START SUPPLIED ENTRIES

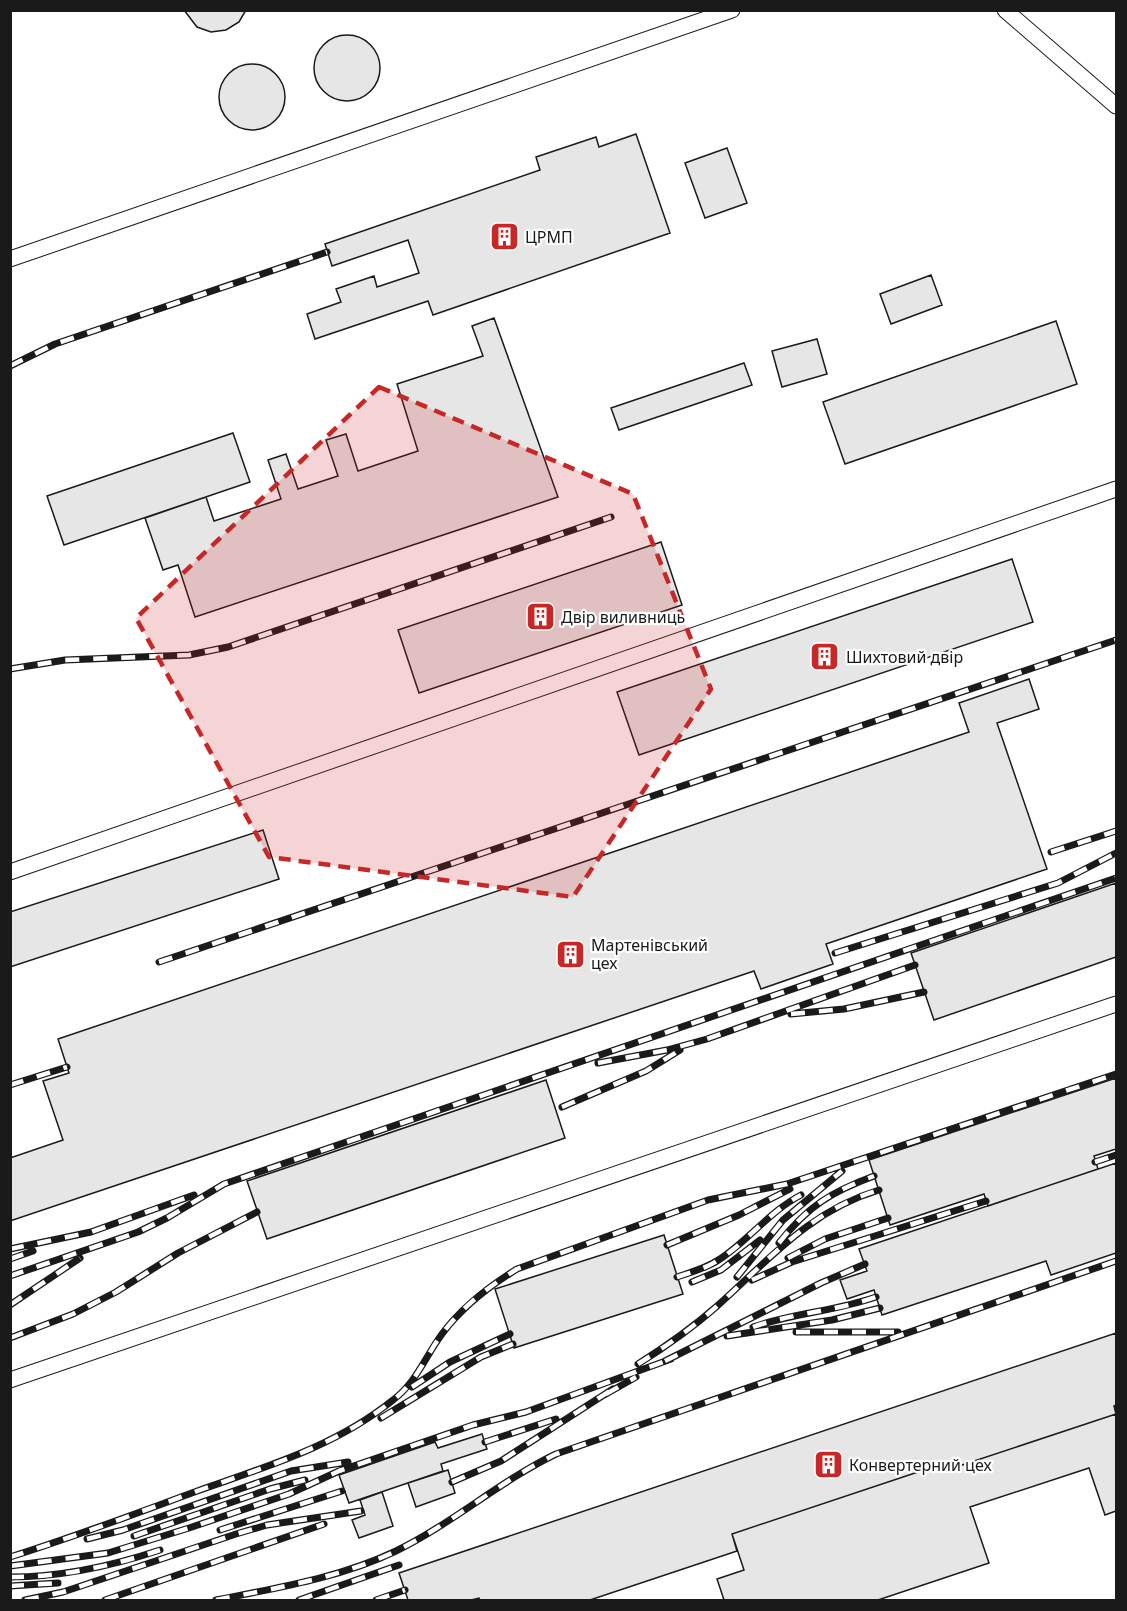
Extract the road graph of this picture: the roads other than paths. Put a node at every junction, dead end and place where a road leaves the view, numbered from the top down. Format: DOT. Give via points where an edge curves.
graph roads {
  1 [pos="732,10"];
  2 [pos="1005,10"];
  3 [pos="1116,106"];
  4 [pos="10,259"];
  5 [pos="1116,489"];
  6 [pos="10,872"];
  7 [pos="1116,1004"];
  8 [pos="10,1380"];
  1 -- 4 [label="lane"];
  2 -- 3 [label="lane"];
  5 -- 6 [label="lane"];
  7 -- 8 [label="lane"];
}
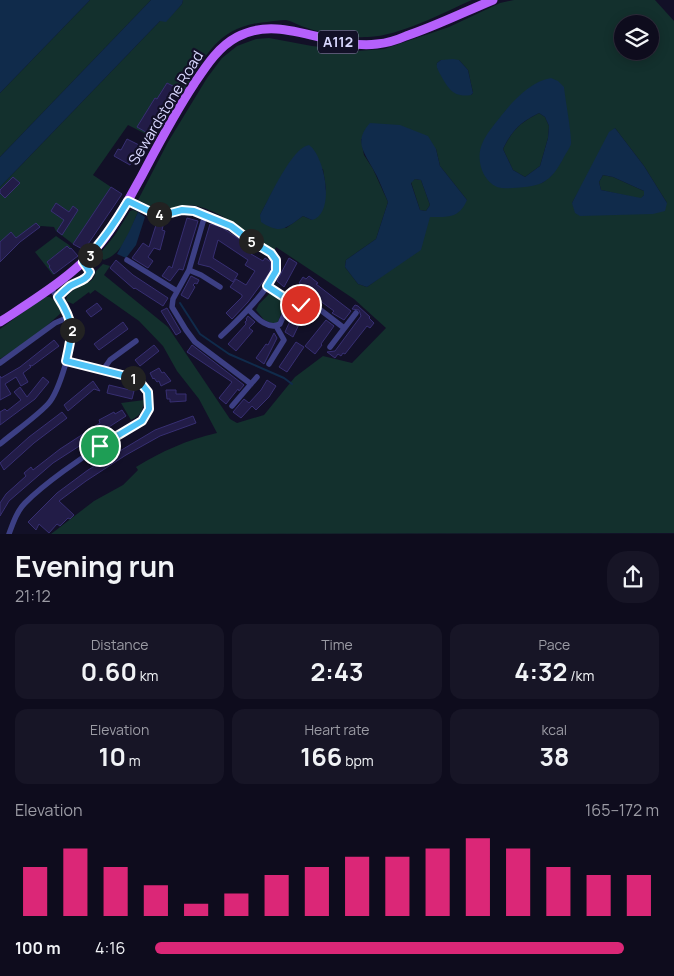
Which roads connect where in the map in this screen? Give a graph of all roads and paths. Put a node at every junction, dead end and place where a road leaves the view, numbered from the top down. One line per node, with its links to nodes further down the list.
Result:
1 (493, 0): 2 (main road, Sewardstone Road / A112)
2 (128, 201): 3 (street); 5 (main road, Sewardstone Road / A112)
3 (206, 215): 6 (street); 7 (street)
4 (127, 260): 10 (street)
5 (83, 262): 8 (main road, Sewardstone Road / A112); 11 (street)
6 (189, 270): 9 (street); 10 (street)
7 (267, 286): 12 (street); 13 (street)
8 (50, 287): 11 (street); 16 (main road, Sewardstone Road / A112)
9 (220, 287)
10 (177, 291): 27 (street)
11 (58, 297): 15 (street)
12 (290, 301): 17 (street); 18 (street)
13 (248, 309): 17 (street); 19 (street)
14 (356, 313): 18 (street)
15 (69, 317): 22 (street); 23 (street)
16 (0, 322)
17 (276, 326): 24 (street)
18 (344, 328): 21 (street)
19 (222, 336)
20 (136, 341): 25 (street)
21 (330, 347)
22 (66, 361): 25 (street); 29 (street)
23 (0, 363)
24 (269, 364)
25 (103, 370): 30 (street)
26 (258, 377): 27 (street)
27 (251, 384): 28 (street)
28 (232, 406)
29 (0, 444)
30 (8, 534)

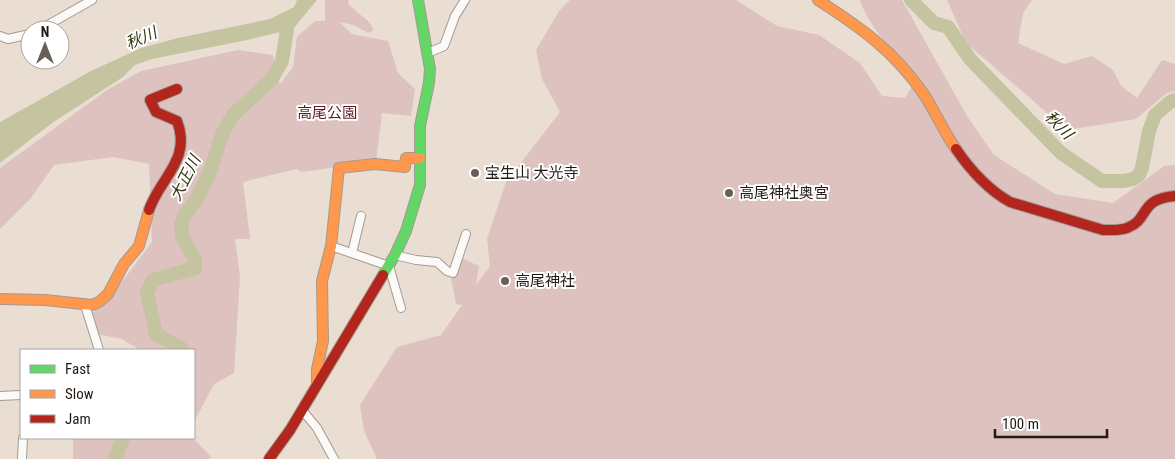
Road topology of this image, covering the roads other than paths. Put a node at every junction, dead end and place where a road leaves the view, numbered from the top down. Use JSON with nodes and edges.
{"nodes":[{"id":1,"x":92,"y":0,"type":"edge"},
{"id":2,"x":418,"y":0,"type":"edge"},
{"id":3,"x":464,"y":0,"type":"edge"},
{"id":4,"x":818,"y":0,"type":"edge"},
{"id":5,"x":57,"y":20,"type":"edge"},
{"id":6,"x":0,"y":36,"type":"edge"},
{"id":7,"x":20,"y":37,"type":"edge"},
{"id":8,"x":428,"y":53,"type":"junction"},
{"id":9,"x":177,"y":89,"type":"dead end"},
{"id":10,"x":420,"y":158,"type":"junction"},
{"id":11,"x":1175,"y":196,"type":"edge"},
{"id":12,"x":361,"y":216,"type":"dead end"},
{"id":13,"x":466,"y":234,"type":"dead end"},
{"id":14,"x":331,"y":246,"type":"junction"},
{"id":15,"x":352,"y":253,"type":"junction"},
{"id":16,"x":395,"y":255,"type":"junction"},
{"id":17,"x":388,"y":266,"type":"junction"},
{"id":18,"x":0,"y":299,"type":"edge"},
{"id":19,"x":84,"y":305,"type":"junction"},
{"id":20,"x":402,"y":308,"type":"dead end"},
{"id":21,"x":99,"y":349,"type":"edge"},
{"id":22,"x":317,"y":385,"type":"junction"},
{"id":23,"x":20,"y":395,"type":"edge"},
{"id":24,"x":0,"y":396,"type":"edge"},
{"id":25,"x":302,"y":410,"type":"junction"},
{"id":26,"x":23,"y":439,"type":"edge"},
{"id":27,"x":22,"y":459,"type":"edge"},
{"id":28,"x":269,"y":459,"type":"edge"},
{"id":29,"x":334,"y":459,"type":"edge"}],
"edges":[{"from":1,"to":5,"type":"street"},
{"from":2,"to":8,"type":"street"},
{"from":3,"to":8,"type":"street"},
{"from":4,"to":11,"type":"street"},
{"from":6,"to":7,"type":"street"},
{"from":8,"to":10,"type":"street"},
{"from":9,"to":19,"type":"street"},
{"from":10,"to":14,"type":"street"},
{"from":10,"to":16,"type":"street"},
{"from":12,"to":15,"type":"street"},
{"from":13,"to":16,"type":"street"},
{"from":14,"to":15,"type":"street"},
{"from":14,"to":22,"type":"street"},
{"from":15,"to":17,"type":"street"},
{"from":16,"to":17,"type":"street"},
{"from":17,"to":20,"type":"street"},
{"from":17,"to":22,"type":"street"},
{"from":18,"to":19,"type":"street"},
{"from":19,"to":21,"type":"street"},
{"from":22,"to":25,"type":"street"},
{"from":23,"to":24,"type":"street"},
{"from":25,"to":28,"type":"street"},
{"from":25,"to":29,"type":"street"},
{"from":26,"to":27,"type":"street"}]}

END SUPPLIED ENTRIES
START SUPPLIED ENTRIES

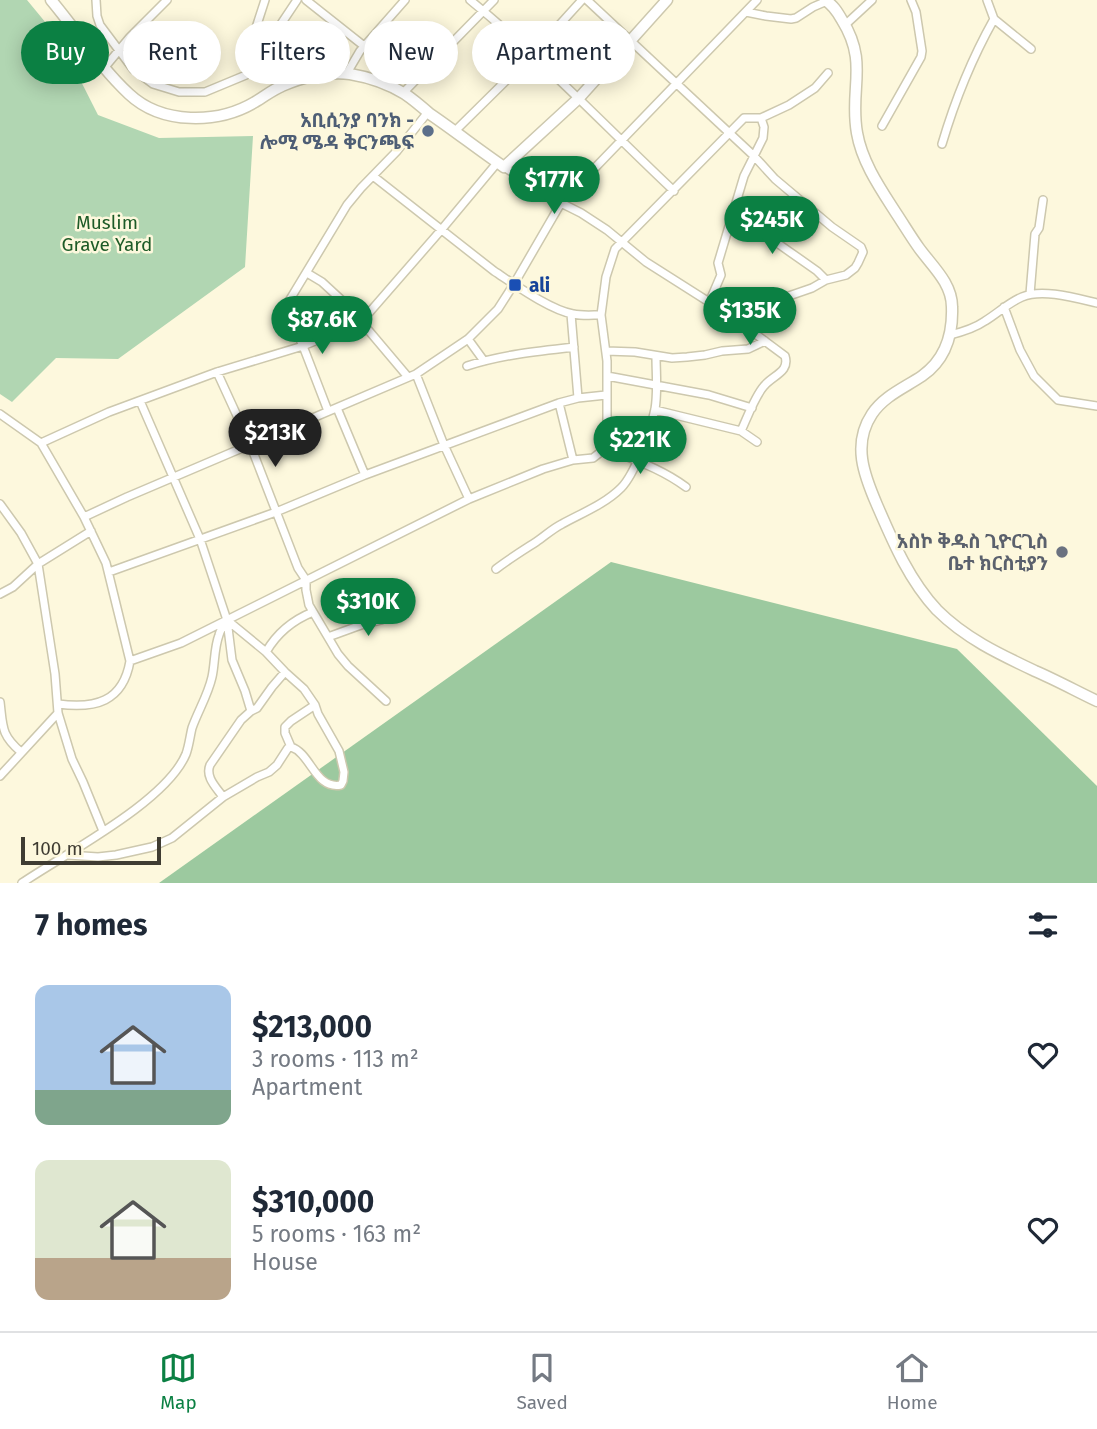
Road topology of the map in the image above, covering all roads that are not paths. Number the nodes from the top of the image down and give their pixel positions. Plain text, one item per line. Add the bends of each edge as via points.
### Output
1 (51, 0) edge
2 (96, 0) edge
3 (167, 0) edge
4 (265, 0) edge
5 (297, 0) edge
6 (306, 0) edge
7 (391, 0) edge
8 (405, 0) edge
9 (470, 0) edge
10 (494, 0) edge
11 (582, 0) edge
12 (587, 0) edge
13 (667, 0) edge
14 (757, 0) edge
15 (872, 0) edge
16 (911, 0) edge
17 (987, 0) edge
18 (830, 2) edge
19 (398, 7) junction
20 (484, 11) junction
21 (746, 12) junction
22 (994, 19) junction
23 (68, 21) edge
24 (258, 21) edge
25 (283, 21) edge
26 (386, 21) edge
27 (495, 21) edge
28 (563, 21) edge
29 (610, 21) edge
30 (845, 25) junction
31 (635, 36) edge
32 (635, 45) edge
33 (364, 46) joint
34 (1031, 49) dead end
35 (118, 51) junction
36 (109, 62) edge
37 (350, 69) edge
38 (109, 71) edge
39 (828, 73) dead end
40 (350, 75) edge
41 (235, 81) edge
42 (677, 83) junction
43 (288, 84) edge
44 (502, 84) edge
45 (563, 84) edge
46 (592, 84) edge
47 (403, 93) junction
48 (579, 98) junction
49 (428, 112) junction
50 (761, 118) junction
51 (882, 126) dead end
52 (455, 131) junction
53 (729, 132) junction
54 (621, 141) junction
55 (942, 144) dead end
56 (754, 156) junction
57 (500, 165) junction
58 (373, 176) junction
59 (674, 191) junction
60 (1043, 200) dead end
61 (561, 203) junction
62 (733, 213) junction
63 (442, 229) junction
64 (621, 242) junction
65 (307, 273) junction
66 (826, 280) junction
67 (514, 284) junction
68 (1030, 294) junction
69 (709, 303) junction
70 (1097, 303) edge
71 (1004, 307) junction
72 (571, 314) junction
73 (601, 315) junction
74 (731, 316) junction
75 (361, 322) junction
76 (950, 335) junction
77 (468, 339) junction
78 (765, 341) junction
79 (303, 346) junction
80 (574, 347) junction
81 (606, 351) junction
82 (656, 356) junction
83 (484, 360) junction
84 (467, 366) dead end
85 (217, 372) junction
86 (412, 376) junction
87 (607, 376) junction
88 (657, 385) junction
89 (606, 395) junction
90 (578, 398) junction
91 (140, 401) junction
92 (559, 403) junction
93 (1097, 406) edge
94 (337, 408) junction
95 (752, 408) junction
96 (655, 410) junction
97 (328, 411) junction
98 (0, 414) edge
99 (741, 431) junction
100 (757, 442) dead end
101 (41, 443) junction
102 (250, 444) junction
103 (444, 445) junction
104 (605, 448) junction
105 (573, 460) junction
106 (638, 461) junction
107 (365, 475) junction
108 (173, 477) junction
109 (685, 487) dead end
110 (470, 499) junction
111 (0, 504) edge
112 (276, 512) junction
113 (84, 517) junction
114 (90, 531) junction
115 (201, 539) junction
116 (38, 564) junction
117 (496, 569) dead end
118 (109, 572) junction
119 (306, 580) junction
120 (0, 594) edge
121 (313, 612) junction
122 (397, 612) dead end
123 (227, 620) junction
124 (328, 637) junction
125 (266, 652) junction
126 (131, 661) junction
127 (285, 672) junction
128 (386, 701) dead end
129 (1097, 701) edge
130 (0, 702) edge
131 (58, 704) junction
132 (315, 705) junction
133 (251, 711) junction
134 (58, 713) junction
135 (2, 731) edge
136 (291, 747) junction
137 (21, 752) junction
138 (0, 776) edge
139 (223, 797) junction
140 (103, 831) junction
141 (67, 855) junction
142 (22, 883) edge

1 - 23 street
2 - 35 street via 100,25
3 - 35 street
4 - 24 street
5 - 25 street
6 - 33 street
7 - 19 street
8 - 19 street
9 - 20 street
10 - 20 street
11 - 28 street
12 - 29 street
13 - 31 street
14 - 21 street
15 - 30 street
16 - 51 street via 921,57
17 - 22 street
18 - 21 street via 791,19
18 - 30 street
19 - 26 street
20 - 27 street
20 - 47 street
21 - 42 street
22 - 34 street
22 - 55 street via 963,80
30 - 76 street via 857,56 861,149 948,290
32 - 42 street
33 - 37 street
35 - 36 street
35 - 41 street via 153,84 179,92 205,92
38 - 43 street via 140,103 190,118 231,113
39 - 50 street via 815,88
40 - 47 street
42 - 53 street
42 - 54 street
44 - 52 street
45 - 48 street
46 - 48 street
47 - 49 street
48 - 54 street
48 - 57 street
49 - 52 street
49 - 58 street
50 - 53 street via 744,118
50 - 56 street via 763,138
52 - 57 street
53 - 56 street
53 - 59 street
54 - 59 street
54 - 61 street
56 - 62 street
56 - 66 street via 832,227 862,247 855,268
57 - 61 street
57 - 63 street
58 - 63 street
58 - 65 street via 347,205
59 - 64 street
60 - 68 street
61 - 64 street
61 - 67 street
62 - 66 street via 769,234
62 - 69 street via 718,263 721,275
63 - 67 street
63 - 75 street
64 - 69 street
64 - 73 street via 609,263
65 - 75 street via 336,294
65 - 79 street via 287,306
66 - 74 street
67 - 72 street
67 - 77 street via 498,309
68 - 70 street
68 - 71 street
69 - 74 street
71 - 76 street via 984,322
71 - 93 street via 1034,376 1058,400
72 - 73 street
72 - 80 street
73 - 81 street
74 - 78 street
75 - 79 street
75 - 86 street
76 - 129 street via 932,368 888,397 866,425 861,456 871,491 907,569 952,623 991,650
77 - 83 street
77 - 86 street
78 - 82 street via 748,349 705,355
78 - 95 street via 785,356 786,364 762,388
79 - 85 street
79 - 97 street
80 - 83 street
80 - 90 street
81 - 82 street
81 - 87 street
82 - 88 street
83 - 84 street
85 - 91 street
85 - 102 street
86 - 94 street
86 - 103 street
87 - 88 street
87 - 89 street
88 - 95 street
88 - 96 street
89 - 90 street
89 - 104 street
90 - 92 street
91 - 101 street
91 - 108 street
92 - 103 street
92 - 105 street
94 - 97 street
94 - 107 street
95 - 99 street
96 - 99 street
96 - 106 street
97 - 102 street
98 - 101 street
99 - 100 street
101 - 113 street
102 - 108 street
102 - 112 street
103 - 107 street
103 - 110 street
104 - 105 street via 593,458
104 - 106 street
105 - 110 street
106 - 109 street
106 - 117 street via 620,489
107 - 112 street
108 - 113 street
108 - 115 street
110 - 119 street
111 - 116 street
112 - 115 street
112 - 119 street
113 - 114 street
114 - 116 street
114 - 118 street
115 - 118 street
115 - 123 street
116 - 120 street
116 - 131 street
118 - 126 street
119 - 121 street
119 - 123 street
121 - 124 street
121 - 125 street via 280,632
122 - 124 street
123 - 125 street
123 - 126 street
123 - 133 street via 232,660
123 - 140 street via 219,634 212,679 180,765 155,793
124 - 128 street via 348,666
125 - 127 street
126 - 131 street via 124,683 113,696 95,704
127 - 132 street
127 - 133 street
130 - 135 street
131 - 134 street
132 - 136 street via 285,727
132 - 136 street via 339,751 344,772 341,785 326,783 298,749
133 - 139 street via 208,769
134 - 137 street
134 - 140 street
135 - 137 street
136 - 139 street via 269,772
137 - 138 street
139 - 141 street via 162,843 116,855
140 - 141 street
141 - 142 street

END SUPPLIED ENTRIES
START SUPPLIED ENTRIES

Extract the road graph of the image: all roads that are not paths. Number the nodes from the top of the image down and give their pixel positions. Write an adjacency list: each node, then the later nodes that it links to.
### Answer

END SUPPLIED ENTRIES

EXERCISE:
Reproduce the listing above from the line that holds "Extract the road graph of this" through the line that holds "Which roads connect", both included, with the pictures left out.

EXERCISE OUTPUT:
Extract the road graph of this picture: the roads other than paths. Put a node at every junction, dead end and place where a road leaves the view, numbered from the top down. Format: DOT. Give via points where an edge curves.
graph roads {
  1 [pos="732,10"];
  2 [pos="1005,10"];
  3 [pos="1116,106"];
  4 [pos="10,259"];
  5 [pos="1116,489"];
  6 [pos="10,872"];
  7 [pos="1116,1004"];
  8 [pos="10,1380"];
  1 -- 4 [label="lane"];
  2 -- 3 [label="lane"];
  5 -- 6 [label="lane"];
  7 -- 8 [label="lane"];
}
Which roads connect where in the map in this screen? Give a graph of all roads and paths. Put a node at every junction, dead end and place where a road leaves the view, numbered from the top down. One line per node, with its links to nodes further down the list.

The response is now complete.